Liberia Celebrates Its 17th President’s 127th Birth Anniversary, Today November 29 – Global News Network

Liberians and Foreign Residents are 127 today, November 29, 2022th The anniversary of William Wakanarat Shadrach Tubman, born November 29, 1895 in Harper, Maryland County, and died July 23, 1971 in London, England), politician who served 27 years in that office as the 17th President of Liberia had the longest tenure. History of the first republic of Africa (proclaimed in 1847.

Below is his profile by Wikipedia

William Wackenarat Shadrach Tubman was a Liberian politician. He was the 19th President of Liberia and the longest-serving president in the country’s history, serving from his election in 1944 until his death in 1971.

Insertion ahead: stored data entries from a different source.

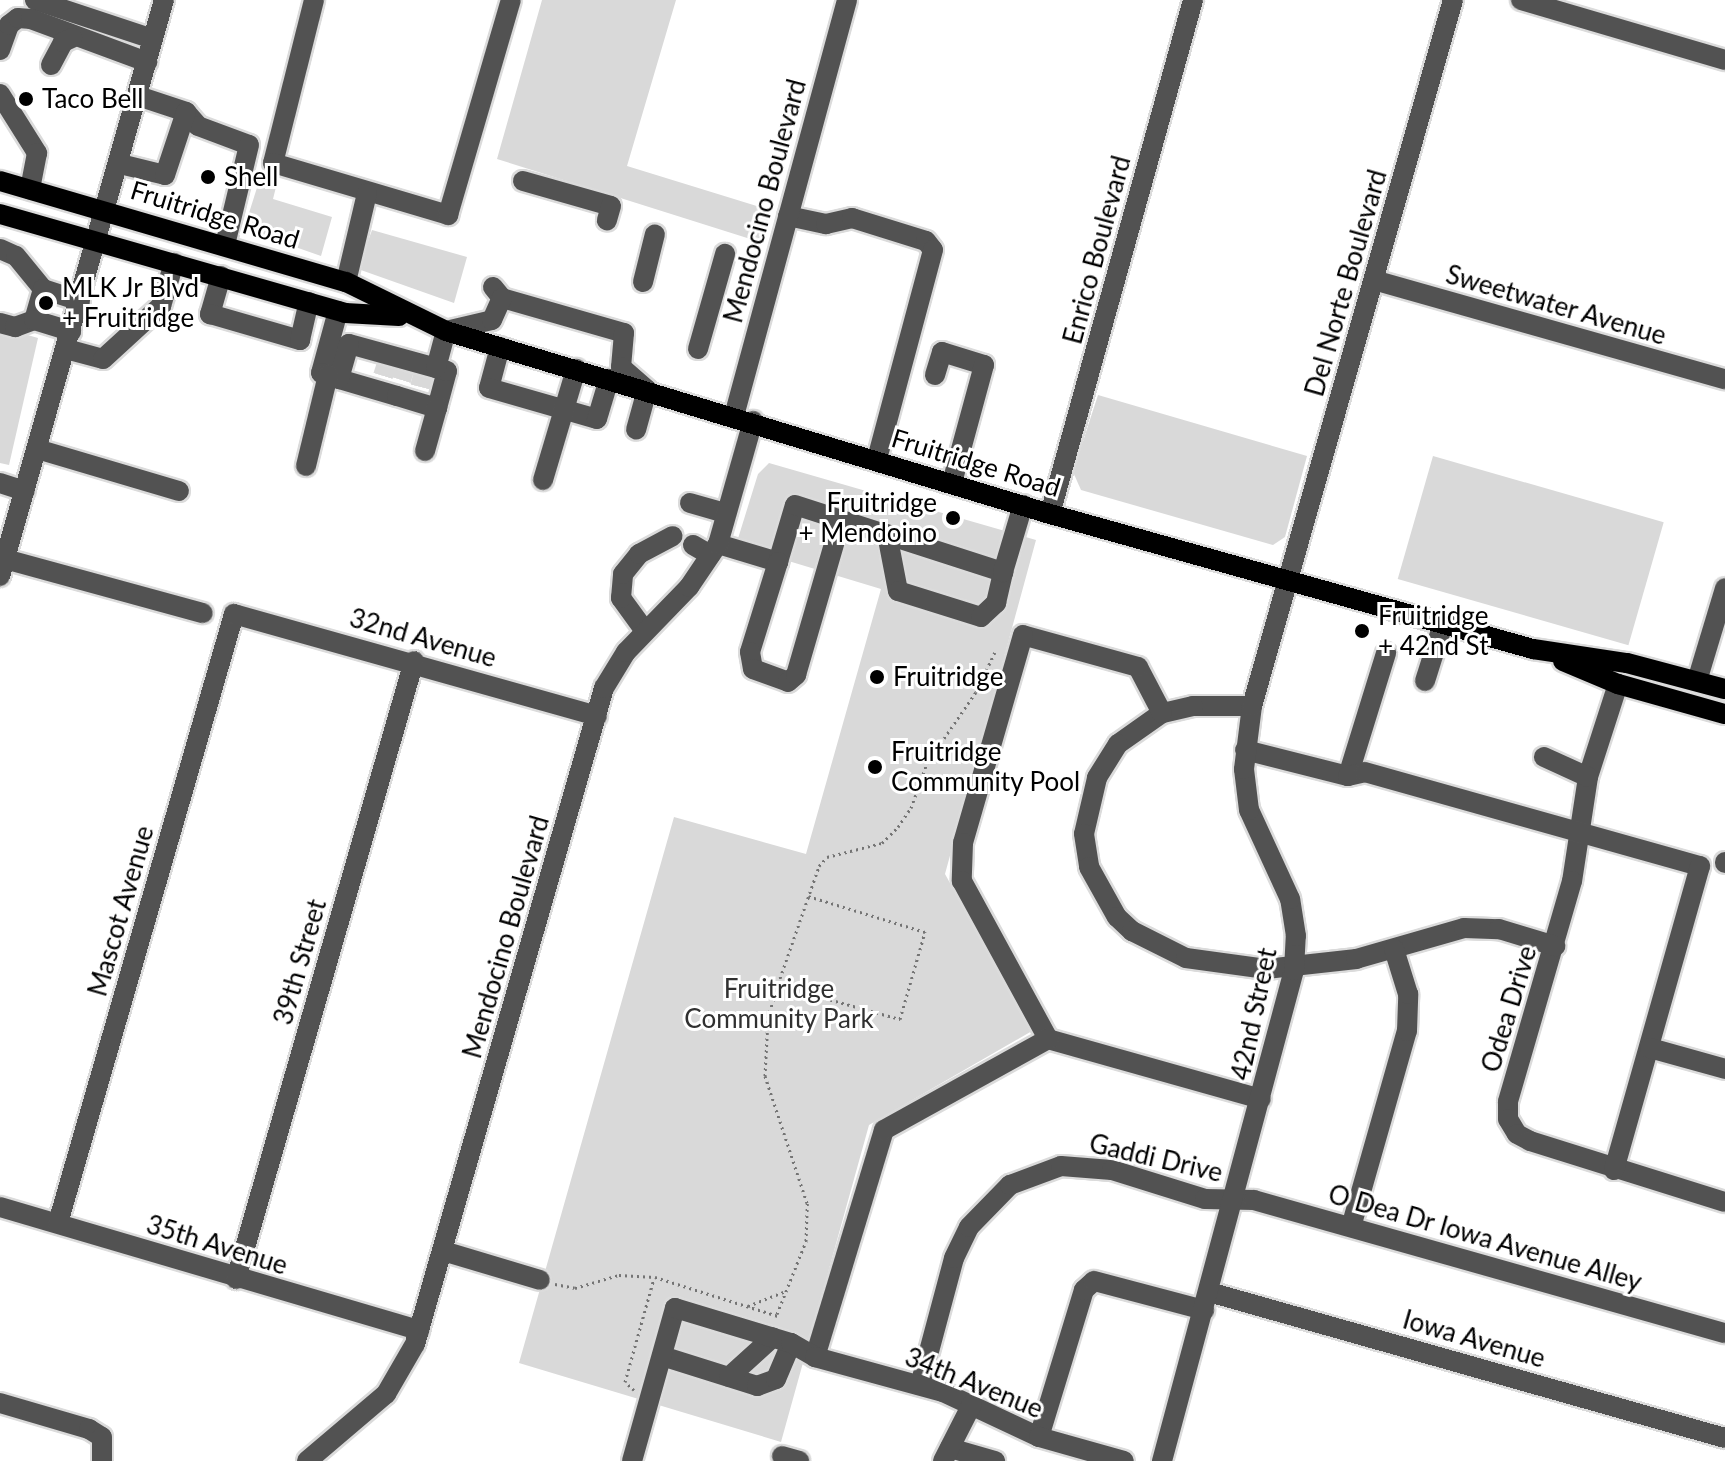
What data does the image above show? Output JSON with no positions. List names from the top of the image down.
{
  "streets": {
    "main road": ["Fruitridge Road"],
    "street": [
      "Mendocino Boulevard",
      "Enrico Boulevard",
      "Del Norte Boulevard",
      "Sweetwater Avenue",
      "32nd Avenue",
      "Mascot Avenue",
      "39th Street",
      "Odea Drive",
      "42nd Street",
      "Gaddi Drive",
      "O Dea Dr Iowa Avenue Alley",
      "35th Avenue",
      "Iowa Avenue",
      "34th Avenue"
    ]
  },
  "crossings": [
    ["Mendocino Boulevard", "Fruitridge Road"],
    ["Mendocino Boulevard", "32nd Avenue"],
    ["Mendocino Boulevard", "35th Avenue"],
    ["Fruitridge Road", "Enrico Boulevard"],
    ["Fruitridge Road", "Del Norte Boulevard"],
    ["Fruitridge Road", "Odea Drive"],
    ["Fruitridge Road", "42nd Street"],
    ["Del Norte Boulevard", "Sweetwater Avenue"],
    ["Del Norte Boulevard", "42nd Street"],
    ["32nd Avenue", "Mascot Avenue"],
    ["32nd Avenue", "39th Street"],
    ["Mascot Avenue", "35th Avenue"],
    ["39th Street", "35th Avenue"],
    ["42nd Street", "Gaddi Drive"],
    ["42nd Street", "O Dea Dr Iowa Avenue Alley"],
    ["42nd Street", "Iowa Avenue"],
    ["Gaddi Drive", "O Dea Dr Iowa Avenue Alley"],
    ["Gaddi Drive", "34th Avenue"],
    ["Iowa Avenue", "34th Avenue"]
  ],
  "parks": ["Fruitridge Community Park"],
  "places": [
    "Taco Bell",
    "Shell",
    "MLK Jr Blvd + Fruitridge",
    "Fruitridge + Mendoino",
    "Fruitridge + 42nd St",
    "Fruitridge",
    "Fruitridge Community Pool"
  ]
}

Tubman is considered the “father of modern Liberia” because during her presidency substantial foreign investment was attracted to modernize the country’s economy and infrastructure. During his tenure, Liberia experienced a period of prosperity. He also pioneered a policy of national integration to reduce social and political differences between his fellow American-Liberians and indigenous Liberians.

Tubman family in 1917

US President John F. Kennedy with Liberian President William V.S. Tubman, North Portico, White House, October 19, 1961 – White House, Courtesy of Public Domain

William Tubman was born on November 29, 1895, in Harper. Tubman’s paternal grandfather, Alexander Tubman, was a stone mason, general in the Liberian Army, and former Speaker of the Liberian House of Representatives, as well as a Methodist preacher. A strict disciplinarian, he required his five children to attend daily family prayer services and to sleep on the floor because he felt the beds were too soft and “degrading to character development”. Tubman’s mother, Elizabeth Rebecca (née Barnes) Tubman, was from Atlanta, Georgia. Alexander’s parents, Sylvia and William Shadrach Tubman, were free men, part of a group of 69 freed slaves whose transportation to Liberia in 1844 was paid for by his former mistress Emily Harvey Thomas Tubman, a widow and philanthropist in Augusta, Georgia was done by the person.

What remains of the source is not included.